**Work task:**
As you look over the data below, please find each line where the word "Kanjan" appears, then copy it.

**Input material:**
.....

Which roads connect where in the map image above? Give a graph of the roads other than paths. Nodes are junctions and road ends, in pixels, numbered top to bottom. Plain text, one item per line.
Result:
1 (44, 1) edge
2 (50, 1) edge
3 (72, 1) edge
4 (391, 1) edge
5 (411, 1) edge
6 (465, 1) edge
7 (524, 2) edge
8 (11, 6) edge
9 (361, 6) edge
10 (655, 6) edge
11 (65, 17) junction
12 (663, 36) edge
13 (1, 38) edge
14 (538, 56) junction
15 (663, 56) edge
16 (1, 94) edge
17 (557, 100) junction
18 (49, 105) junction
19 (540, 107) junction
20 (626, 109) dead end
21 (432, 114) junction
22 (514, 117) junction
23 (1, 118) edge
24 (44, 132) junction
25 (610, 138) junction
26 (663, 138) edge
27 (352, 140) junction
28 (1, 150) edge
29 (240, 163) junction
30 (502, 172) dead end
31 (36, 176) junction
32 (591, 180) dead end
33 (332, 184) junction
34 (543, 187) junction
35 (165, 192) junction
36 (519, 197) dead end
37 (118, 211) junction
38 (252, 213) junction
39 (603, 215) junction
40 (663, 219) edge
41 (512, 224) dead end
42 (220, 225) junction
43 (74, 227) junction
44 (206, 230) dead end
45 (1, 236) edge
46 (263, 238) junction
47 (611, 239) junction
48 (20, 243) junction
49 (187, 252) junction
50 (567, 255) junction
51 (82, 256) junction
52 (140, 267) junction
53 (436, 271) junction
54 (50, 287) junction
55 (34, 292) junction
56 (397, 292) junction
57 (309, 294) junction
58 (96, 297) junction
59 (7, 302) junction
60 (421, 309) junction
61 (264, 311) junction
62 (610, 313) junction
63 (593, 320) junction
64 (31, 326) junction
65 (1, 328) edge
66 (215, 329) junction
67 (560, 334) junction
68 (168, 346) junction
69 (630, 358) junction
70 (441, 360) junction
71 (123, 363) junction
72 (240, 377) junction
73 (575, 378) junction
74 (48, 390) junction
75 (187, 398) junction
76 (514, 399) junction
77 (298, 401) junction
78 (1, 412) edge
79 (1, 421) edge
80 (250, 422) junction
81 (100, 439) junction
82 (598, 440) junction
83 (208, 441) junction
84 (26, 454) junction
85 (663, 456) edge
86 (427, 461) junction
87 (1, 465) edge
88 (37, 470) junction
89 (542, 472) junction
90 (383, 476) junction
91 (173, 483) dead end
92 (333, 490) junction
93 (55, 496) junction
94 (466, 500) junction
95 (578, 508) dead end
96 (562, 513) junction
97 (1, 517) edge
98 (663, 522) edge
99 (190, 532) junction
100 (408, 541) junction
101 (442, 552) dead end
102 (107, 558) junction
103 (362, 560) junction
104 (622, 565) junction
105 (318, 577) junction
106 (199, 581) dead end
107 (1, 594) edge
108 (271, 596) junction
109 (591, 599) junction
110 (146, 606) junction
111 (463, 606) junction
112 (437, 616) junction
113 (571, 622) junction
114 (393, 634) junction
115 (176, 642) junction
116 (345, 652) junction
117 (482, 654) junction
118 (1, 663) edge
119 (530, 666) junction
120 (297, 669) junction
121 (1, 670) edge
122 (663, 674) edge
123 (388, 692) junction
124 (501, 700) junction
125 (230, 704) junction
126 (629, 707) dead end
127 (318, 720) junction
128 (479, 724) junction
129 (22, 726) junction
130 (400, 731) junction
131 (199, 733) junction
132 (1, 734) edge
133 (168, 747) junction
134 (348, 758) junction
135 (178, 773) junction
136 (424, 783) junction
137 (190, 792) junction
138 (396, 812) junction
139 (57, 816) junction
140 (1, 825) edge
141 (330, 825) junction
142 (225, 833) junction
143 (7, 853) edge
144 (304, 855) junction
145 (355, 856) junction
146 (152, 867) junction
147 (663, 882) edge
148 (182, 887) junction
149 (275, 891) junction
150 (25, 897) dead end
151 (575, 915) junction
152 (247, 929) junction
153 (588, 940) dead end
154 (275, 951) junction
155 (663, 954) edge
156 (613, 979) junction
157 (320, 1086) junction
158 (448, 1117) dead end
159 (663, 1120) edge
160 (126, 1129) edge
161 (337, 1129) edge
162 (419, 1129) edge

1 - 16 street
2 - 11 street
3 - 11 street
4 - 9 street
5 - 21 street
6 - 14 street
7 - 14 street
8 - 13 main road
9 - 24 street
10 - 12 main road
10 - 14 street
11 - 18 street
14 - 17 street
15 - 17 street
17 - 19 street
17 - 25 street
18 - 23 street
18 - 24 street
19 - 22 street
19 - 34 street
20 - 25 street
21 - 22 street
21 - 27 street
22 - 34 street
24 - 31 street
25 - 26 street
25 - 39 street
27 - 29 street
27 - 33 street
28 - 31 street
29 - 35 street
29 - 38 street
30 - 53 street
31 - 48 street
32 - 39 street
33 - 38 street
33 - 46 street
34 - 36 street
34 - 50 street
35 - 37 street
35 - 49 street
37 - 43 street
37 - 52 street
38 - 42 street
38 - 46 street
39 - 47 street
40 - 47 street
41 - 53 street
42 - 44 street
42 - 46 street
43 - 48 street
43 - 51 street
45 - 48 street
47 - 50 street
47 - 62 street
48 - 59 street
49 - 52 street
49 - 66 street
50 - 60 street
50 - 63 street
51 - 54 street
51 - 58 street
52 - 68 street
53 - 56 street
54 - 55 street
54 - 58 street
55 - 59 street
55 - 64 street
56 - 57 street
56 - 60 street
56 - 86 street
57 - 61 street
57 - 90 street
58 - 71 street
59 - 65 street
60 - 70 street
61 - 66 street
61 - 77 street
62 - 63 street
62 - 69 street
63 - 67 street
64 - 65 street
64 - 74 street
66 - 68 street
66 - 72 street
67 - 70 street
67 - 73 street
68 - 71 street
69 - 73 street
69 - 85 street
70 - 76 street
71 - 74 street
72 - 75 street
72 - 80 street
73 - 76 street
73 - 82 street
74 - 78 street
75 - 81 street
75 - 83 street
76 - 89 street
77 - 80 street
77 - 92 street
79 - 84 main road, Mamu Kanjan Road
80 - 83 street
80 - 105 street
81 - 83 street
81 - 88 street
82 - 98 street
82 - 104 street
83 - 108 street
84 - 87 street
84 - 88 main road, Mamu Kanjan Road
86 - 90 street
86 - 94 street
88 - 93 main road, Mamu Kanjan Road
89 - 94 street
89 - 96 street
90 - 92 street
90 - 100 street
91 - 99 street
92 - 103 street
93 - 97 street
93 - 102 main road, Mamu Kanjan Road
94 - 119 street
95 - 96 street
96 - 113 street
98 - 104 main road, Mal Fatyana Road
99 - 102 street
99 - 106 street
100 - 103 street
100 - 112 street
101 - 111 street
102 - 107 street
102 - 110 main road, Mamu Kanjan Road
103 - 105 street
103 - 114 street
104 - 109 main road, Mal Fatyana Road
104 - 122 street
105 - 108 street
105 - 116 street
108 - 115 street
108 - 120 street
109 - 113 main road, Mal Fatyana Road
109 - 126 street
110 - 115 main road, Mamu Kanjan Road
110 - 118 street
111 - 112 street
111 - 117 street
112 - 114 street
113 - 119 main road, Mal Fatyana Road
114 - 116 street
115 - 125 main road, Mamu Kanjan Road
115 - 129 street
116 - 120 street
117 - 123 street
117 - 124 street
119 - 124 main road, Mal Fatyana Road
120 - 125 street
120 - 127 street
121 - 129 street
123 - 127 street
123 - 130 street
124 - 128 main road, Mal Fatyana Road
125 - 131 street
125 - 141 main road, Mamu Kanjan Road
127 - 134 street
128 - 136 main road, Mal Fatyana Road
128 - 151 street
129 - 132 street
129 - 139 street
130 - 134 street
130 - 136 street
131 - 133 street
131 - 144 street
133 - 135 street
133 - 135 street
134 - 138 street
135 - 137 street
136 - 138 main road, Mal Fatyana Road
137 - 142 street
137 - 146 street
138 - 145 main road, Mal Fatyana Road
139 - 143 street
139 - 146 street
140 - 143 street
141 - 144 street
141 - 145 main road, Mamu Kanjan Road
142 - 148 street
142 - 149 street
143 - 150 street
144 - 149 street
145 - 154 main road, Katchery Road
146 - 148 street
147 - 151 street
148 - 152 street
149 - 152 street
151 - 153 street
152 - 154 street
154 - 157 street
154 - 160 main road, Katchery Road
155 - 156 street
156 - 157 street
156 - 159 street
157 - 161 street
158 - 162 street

.....

**Result:**
79 - 84 main road, Mamu Kanjan Road
84 - 88 main road, Mamu Kanjan Road
88 - 93 main road, Mamu Kanjan Road
93 - 102 main road, Mamu Kanjan Road
102 - 110 main road, Mamu Kanjan Road
110 - 115 main road, Mamu Kanjan Road
115 - 125 main road, Mamu Kanjan Road
125 - 141 main road, Mamu Kanjan Road
141 - 145 main road, Mamu Kanjan Road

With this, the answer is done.